Secondo Haynes c’è eroismo anche nella pura e semplice sopravvivenza, nella continua lotta che questa impone. I dolori degli uomini cessano con la morte in battaglia, quelli delle donne invece no, le aspettano schiavitù, attesa o solitudine, tipica di chi ha perso tutto. Prendiamo per esempio la storia di Andromaca: suo marito, Ettore, viene ucciso in battaglia e il suo cadavere viene sfigurato; dopo la caduta di Troia il figlio neonato, Astianatte, viene ucciso e lei è costretta a diventare schiava del suo assassino, Neottolemo, a cui dà anche un figlio. Costretta a vivere in una terra straniera, dopo aver perso tutti i suoi cari, Andromaca non ha altra scelta se non adattarsi per sopravvivere.

L’approccio alla materia è sicuramente contemporaneo: del resto, quando si vuole ritrattare una storia come questa, un’altra chiave di lettura sarebbe impossibile. La dissonanza tra la materia prima e ciò che si vuole fare, però, fa’ sì che ci siano momenti in cui l’autrice vuole essere certa che i lettori stiano capendo il messaggio, peraltro perfettamente integrato nelle storie delle donne. In queste situazioni quindi fa parlare Calliope che esplicita per il lettore quello che sta succedendo.

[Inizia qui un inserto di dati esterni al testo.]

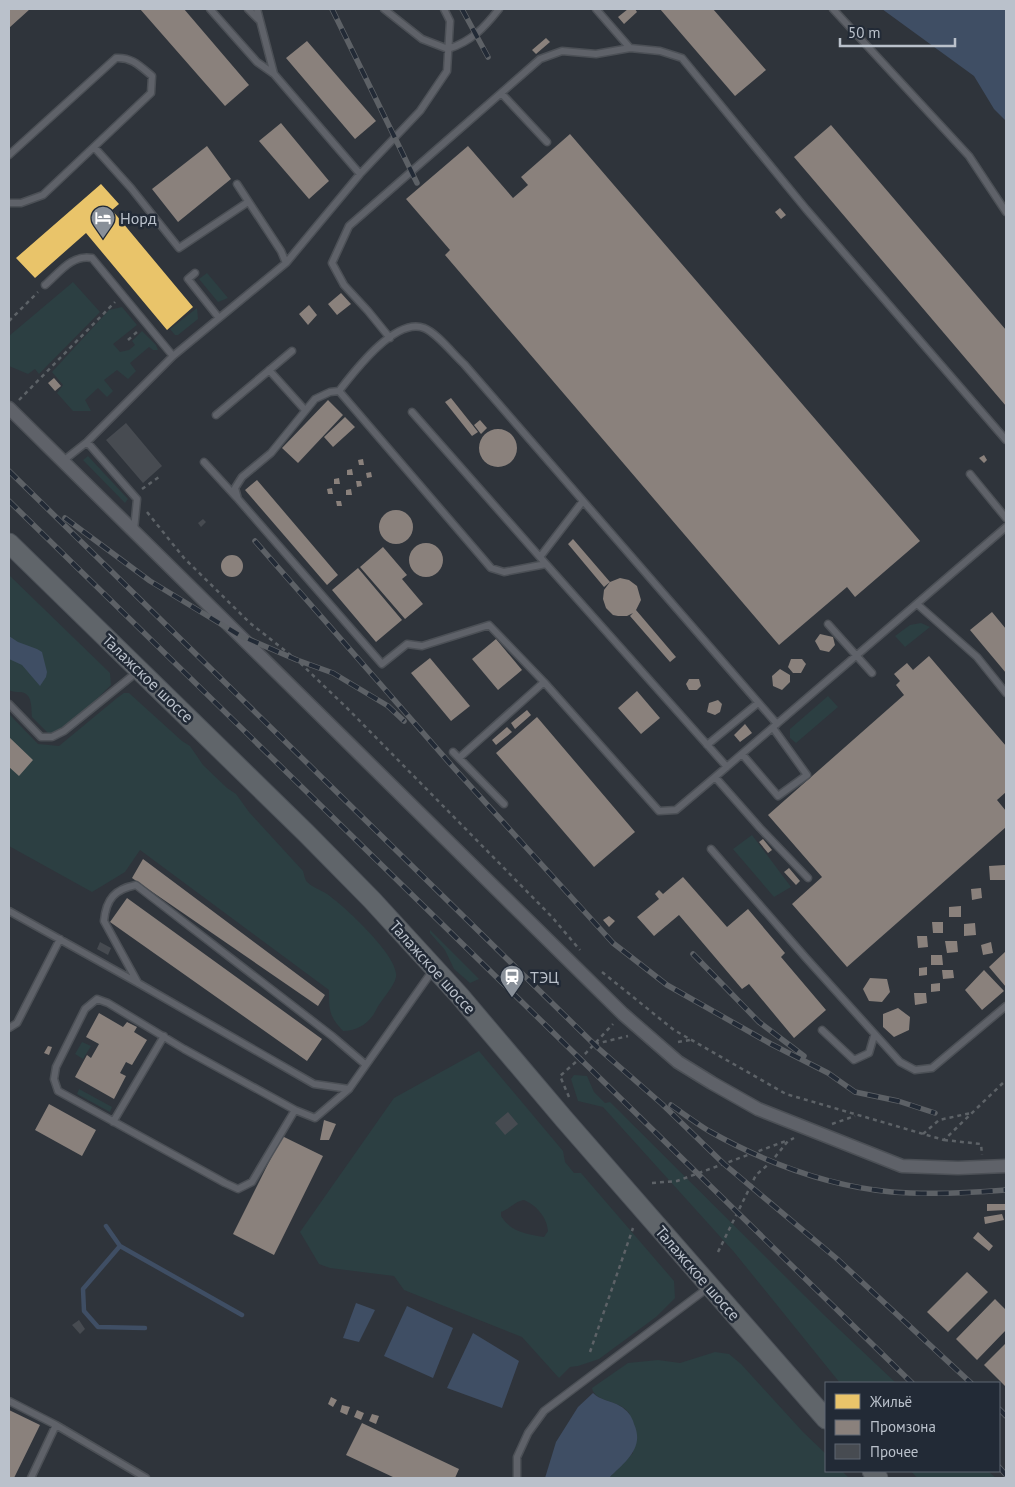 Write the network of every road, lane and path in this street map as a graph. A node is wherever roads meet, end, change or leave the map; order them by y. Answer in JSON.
{"nodes":[{"id":1,"x":210,"y":9,"type":"edge"},
{"id":2,"x":248,"y":9,"type":"edge"},
{"id":3,"x":257,"y":9,"type":"edge"},
{"id":4,"x":384,"y":9,"type":"edge"},
{"id":5,"x":444,"y":9,"type":"edge"},
{"id":6,"x":499,"y":9,"type":"edge"},
{"id":7,"x":596,"y":9,"type":"edge"},
{"id":8,"x":833,"y":9,"type":"edge"},
{"id":9,"x":260,"y":21,"type":"junction"},
{"id":10,"x":630,"y":48,"type":"junction"},
{"id":11,"x":448,"y":49,"type":"junction"},
{"id":12,"x":274,"y":74,"type":"junction"},
{"id":13,"x":502,"y":94,"type":"junction"},
{"id":14,"x":547,"y":142,"type":"dead end"},
{"id":15,"x":94,"y":147,"type":"junction"},
{"id":16,"x":9,"y":155,"type":"edge"},
{"id":17,"x":360,"y":174,"type":"junction"},
{"id":18,"x":237,"y":184,"type":"dead end"},
{"id":19,"x":248,"y":202,"type":"junction"},
{"id":20,"x":9,"y":203,"type":"edge"},
{"id":21,"x":1006,"y":212,"type":"edge"},
{"id":22,"x":286,"y":263,"type":"junction"},
{"id":23,"x":195,"y":273,"type":"dead end"},
{"id":24,"x":45,"y":285,"type":"joint"},
{"id":25,"x":124,"y":295,"type":"junction"},
{"id":26,"x":219,"y":318,"type":"junction"},
{"id":27,"x":9,"y":321,"type":"edge"},
{"id":28,"x":390,"y":338,"type":"junction"},
{"id":29,"x":292,"y":351,"type":"dead end"},
{"id":30,"x":173,"y":356,"type":"junction"},
{"id":31,"x":269,"y":370,"type":"junction"},
{"id":32,"x":339,"y":391,"type":"junction"},
{"id":33,"x":9,"y":409,"type":"edge"},
{"id":34,"x":305,"y":410,"type":"junction"},
{"id":35,"x":412,"y":412,"type":"dead end"},
{"id":36,"x":216,"y":416,"type":"dead end"},
{"id":37,"x":1006,"y":440,"type":"edge"},
{"id":38,"x":87,"y":442,"type":"junction"},
{"id":39,"x":62,"y":462,"type":"junction"},
{"id":40,"x":204,"y":462,"type":"dead end"},
{"id":41,"x":970,"y":474,"type":"dead end"},
{"id":42,"x":158,"y":477,"type":"dead end"},
{"id":43,"x":142,"y":489,"type":"dead end"},
{"id":44,"x":238,"y":499,"type":"junction"},
{"id":45,"x":137,"y":500,"type":"junction"},
{"id":46,"x":583,"y":501,"type":"junction"},
{"id":47,"x":1006,"y":518,"type":"edge"},
{"id":48,"x":1006,"y":527,"type":"edge"},
{"id":49,"x":134,"y":531,"type":"junction"},
{"id":50,"x":9,"y":543,"type":"edge"},
{"id":51,"x":540,"y":557,"type":"junction"},
{"id":52,"x":546,"y":564,"type":"junction"},
{"id":53,"x":917,"y":604,"type":"junction"},
{"id":54,"x":828,"y":624,"type":"dead end"},
{"id":55,"x":856,"y":656,"type":"junction"},
{"id":56,"x":140,"y":670,"type":"junction"},
{"id":57,"x":872,"y":673,"type":"dead end"},
{"id":58,"x":544,"y":682,"type":"junction"},
{"id":59,"x":1006,"y":694,"type":"edge"},
{"id":60,"x":758,"y":703,"type":"junction"},
{"id":61,"x":9,"y":704,"type":"edge"},
{"id":62,"x":775,"y":726,"type":"junction"},
{"id":63,"x":707,"y":745,"type":"junction"},
{"id":64,"x":453,"y":752,"type":"dead end"},
{"id":65,"x":742,"y":754,"type":"junction"},
{"id":66,"x":459,"y":758,"type":"junction"},
{"id":67,"x":727,"y":767,"type":"junction"},
{"id":68,"x":715,"y":777,"type":"junction"},
{"id":69,"x":504,"y":804,"type":"dead end"},
{"id":70,"x":710,"y":849,"type":"dead end"},
{"id":71,"x":808,"y":878,"type":"dead end"},
{"id":72,"x":9,"y":911,"type":"edge"},
{"id":73,"x":60,"y":940,"type":"junction"},
{"id":74,"x":580,"y":950,"type":"dead end"},
{"id":75,"x":435,"y":967,"type":"junction"},
{"id":76,"x":599,"y":970,"type":"dead end"},
{"id":77,"x":138,"y":983,"type":"junction"},
{"id":78,"x":1006,"y":1006,"type":"edge"},
{"id":79,"x":623,"y":1014,"type":"junction"},
{"id":80,"x":9,"y":1028,"type":"edge"},
{"id":81,"x":822,"y":1030,"type":"dead end"},
{"id":82,"x":164,"y":1036,"type":"junction"},
{"id":83,"x":874,"y":1036,"type":"dead end"},
{"id":84,"x":691,"y":1040,"type":"junction"},
{"id":85,"x":672,"y":1044,"type":"dead end"},
{"id":86,"x":578,"y":1058,"type":"dead end"},
{"id":87,"x":366,"y":1065,"type":"junction"},
{"id":88,"x":1006,"y":1080,"type":"edge"},
{"id":89,"x":349,"y":1089,"type":"junction"},
{"id":90,"x":295,"y":1110,"type":"junction"},
{"id":91,"x":973,"y":1113,"type":"junction"},
{"id":92,"x":857,"y":1115,"type":"junction"},
{"id":93,"x":113,"y":1122,"type":"junction"},
{"id":94,"x":814,"y":1131,"type":"junction"},
{"id":95,"x":922,"y":1134,"type":"junction"},
{"id":96,"x":944,"y":1140,"type":"junction"},
{"id":97,"x":788,"y":1141,"type":"junction"},
{"id":98,"x":1006,"y":1166,"type":"edge"},
{"id":99,"x":983,"y":1167,"type":"junction"},
{"id":100,"x":652,"y":1183,"type":"dead end"},
{"id":101,"x":633,"y":1228,"type":"dead end"},
{"id":102,"x":718,"y":1252,"type":"dead end"},
{"id":103,"x":710,"y":1287,"type":"junction"},
{"id":104,"x":590,"y":1352,"type":"dead end"},
{"id":105,"x":9,"y":1401,"type":"edge"},
{"id":106,"x":825,"y":1418,"type":"edge"},
{"id":107,"x":56,"y":1424,"type":"junction"},
{"id":108,"x":31,"y":1478,"type":"edge"},
{"id":109,"x":146,"y":1478,"type":"edge"},
{"id":110,"x":517,"y":1478,"type":"edge"}],
"edges":[{"from":1,"to":12,"type":"lane"},
{"from":2,"to":9,"type":"lane"},
{"from":3,"to":9,"type":"lane"},
{"from":4,"to":11,"type":"lane"},
{"from":5,"to":11,"type":"lane"},
{"from":6,"to":11,"type":"lane"},
{"from":7,"to":10,"type":"lane"},
{"from":8,"to":21,"type":"lane"},
{"from":9,"to":12,"type":"lane"},
{"from":10,"to":13,"type":"lane"},
{"from":10,"to":37,"type":"lane"},
{"from":11,"to":17,"type":"lane"},
{"from":12,"to":17,"type":"lane"},
{"from":13,"to":14,"type":"lane"},
{"from":13,"to":28,"type":"lane"},
{"from":15,"to":16,"type":"lane"},
{"from":15,"to":19,"type":"lane"},
{"from":15,"to":20,"type":"lane"},
{"from":17,"to":22,"type":"lane"},
{"from":18,"to":19,"type":"lane"},
{"from":19,"to":22,"type":"lane"},
{"from":22,"to":26,"type":"lane"},
{"from":23,"to":26,"type":"lane"},
{"from":24,"to":25,"type":"lane"},
{"from":24,"to":27,"type":"path"},
{"from":25,"to":30,"type":"lane"},
{"from":25,"to":33,"type":"path"},
{"from":26,"to":30,"type":"lane"},
{"from":28,"to":32,"type":"lane"},
{"from":28,"to":46,"type":"lane"},
{"from":29,"to":31,"type":"lane"},
{"from":30,"to":38,"type":"lane"},
{"from":31,"to":34,"type":"lane"},
{"from":31,"to":36,"type":"lane"},
{"from":32,"to":34,"type":"lane"},
{"from":32,"to":52,"type":"lane"},
{"from":33,"to":39,"type":"street"},
{"from":34,"to":44,"type":"lane"},
{"from":35,"to":51,"type":"lane"},
{"from":38,"to":39,"type":"lane"},
{"from":38,"to":45,"type":"lane"},
{"from":39,"to":49,"type":"street"},
{"from":40,"to":44,"type":"lane"},
{"from":41,"to":47,"type":"lane"},
{"from":42,"to":43,"type":"path"},
{"from":44,"to":58,"type":"lane"},
{"from":45,"to":49,"type":"lane"},
{"from":45,"to":74,"type":"path"},
{"from":46,"to":51,"type":"lane"},
{"from":46,"to":60,"type":"lane"},
{"from":48,"to":53,"type":"lane"},
{"from":49,"to":79,"type":"street"},
{"from":50,"to":56,"type":"main road","name":"Талажское шоссе"},
{"from":51,"to":52,"type":"lane"},
{"from":52,"to":63,"type":"lane"},
{"from":53,"to":55,"type":"lane"},
{"from":53,"to":59,"type":"lane"},
{"from":54,"to":55,"type":"lane"},
{"from":55,"to":57,"type":"lane"},
{"from":55,"to":62,"type":"lane"},
{"from":56,"to":61,"type":"lane"},
{"from":56,"to":75,"type":"main road","name":"Талажское шоссе"},
{"from":58,"to":66,"type":"lane"},
{"from":58,"to":68,"type":"lane"},
{"from":60,"to":62,"type":"lane"},
{"from":60,"to":63,"type":"lane"},
{"from":62,"to":65,"type":"lane"},
{"from":62,"to":65,"type":"lane"},
{"from":63,"to":67,"type":"lane"},
{"from":64,"to":66,"type":"lane"},
{"from":65,"to":67,"type":"lane"},
{"from":66,"to":69,"type":"lane"},
{"from":67,"to":68,"type":"lane"},
{"from":68,"to":71,"type":"lane"},
{"from":70,"to":78,"type":"lane"},
{"from":72,"to":73,"type":"lane"},
{"from":73,"to":77,"type":"lane"},
{"from":73,"to":80,"type":"lane"},
{"from":75,"to":87,"type":"lane"},
{"from":75,"to":103,"type":"main road","name":"Талажское шоссе"},
{"from":76,"to":84,"type":"path"},
{"from":77,"to":87,"type":"lane"},
{"from":77,"to":89,"type":"lane"},
{"from":79,"to":86,"type":"path"},
{"from":79,"to":94,"type":"street"},
{"from":81,"to":83,"type":"lane"},
{"from":82,"to":90,"type":"lane"},
{"from":82,"to":93,"type":"lane"},
{"from":82,"to":93,"type":"lane"},
{"from":84,"to":85,"type":"path"},
{"from":84,"to":92,"type":"path"},
{"from":87,"to":89,"type":"lane"},
{"from":88,"to":91,"type":"path"},
{"from":89,"to":90,"type":"lane"},
{"from":90,"to":93,"type":"lane"},
{"from":91,"to":95,"type":"path"},
{"from":91,"to":96,"type":"path"},
{"from":92,"to":94,"type":"path"},
{"from":92,"to":95,"type":"path"},
{"from":94,"to":97,"type":"path"},
{"from":94,"to":99,"type":"street"},
{"from":95,"to":96,"type":"path"},
{"from":96,"to":99,"type":"path"},
{"from":97,"to":100,"type":"path"},
{"from":97,"to":102,"type":"path"},
{"from":98,"to":99,"type":"street"},
{"from":101,"to":104,"type":"path"},
{"from":103,"to":106,"type":"main road","name":"Талажское шоссе"},
{"from":103,"to":110,"type":"lane"},
{"from":105,"to":107,"type":"lane"},
{"from":107,"to":108,"type":"lane"},
{"from":107,"to":109,"type":"lane"}]}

Nonostante questo problema sia condiviso da altri romanzi che rientrano nel “genere” del retelling, questi libri sono sempre di più e hanno anche molto successo, per esempio Il canto di Calliope è stato candidato nel 2020 per il Women’s Prize for Fiction. I motivi di questo successo sono molteplici, ma uno è sicuramente il rinnovato interesse per la storia delle donne e l’attualità dei temi.

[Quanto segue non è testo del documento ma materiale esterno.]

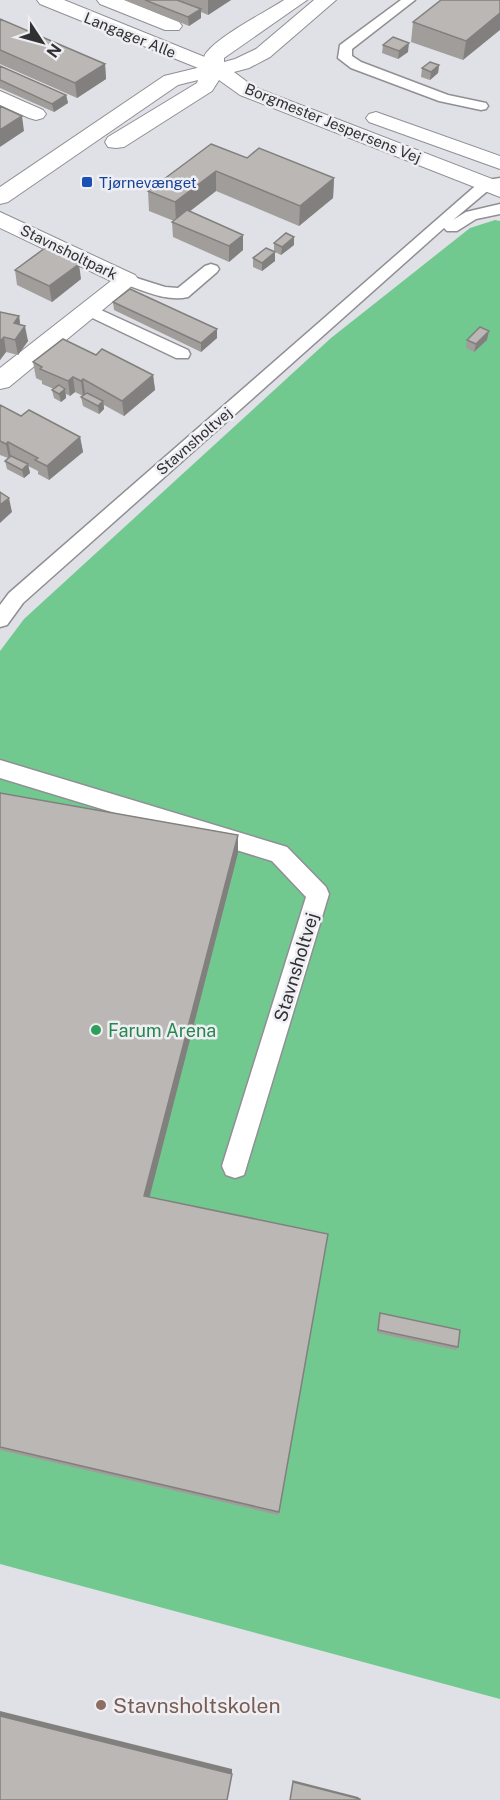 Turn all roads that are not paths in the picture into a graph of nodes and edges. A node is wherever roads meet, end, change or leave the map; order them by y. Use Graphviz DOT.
graph roads {
  1 [pos="47,0"];
  2 [pos="107,0"];
  3 [pos="297,0"];
  4 [pos="311,0"];
  5 [pos="326,0"];
  6 [pos="409,0"];
  7 [pos="172,26"];
  8 [pos="215,68"];
  9 [pos="267,77"];
  10 [pos="0,97"];
  11 [pos="481,106"];
  12 [pos="353,109"];
  13 [pos="36,114"];
  14 [pos="493,177"];
  15 [pos="0,197"];
  16 [pos="500,209"];
  17 [pos="0,220"];
  18 [pos="392,265"];
  19 [pos="212,269"];
  20 [pos="127,280"];
  21 [pos="90,310"];
  22 [pos="182,354"];
  23 [pos="0,381"];
  24 [pos="0,620"];
  25 [pos="0,769"];
  26 [pos="235,1166"];
  1 -- 8 [label="street, Langager Alle"];
  2 -- 7 [label="street"];
  3 -- 8 [label="street"];
  4 -- 8 [label="street"];
  5 -- 8 [label="street"];
  6 -- 11 [label="lane"];
  8 -- 9 [label="street, Borgmester Jespersens Vej"];
  8 -- 14 [label="street, Borgmester Jespersens Vej"];
  8 -- 15 [label="street"];
  8 -- 17 [label="street"];
  10 -- 13 [label="street"];
  12 -- 14 [label="street, Borgmester Jespersens Vej"];
  14 -- 18 [label="lane, Stavnsholtvej"];
  16 -- 18 [label="lane, Stavnsholtvej"];
  17 -- 20 [label="street, Stavnsholtpark"];
  18 -- 24 [label="lane, Stavnsholtvej"];
  19 -- 20 [label="lane"];
  20 -- 21 [label="street, Stavnsholtpark"];
  21 -- 22 [label="lane"];
  21 -- 23 [label="street, Stavnsholtpark"];
  25 -- 26 [label="lane, Stavnsholtvej"];
}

Se il movimento Me Too ci ha mostrato qualcosa è che, così come per condannare i nostri eroi del passato abbiamo avuto bisogno di molto tempo e di molte autrici che dessero voce a personaggi femminili rimasti nell’ombra, così oggi abbiamo bisogno di tempo e di un coro di voci perché emergano le testimonianze di chi è stato abusato e perché i colpevoli vengano affidati alla giustizia. Spesso serve che più donne si facciano avanti per condannare un uomo famoso, per esempio: anche se le donne hanno una voce, questa vale meno di quella di un uomo. Le cose, però, stanno cambiando e forse questo interesse nel ritrattare le storie del passato è una spia di questo cambiamento.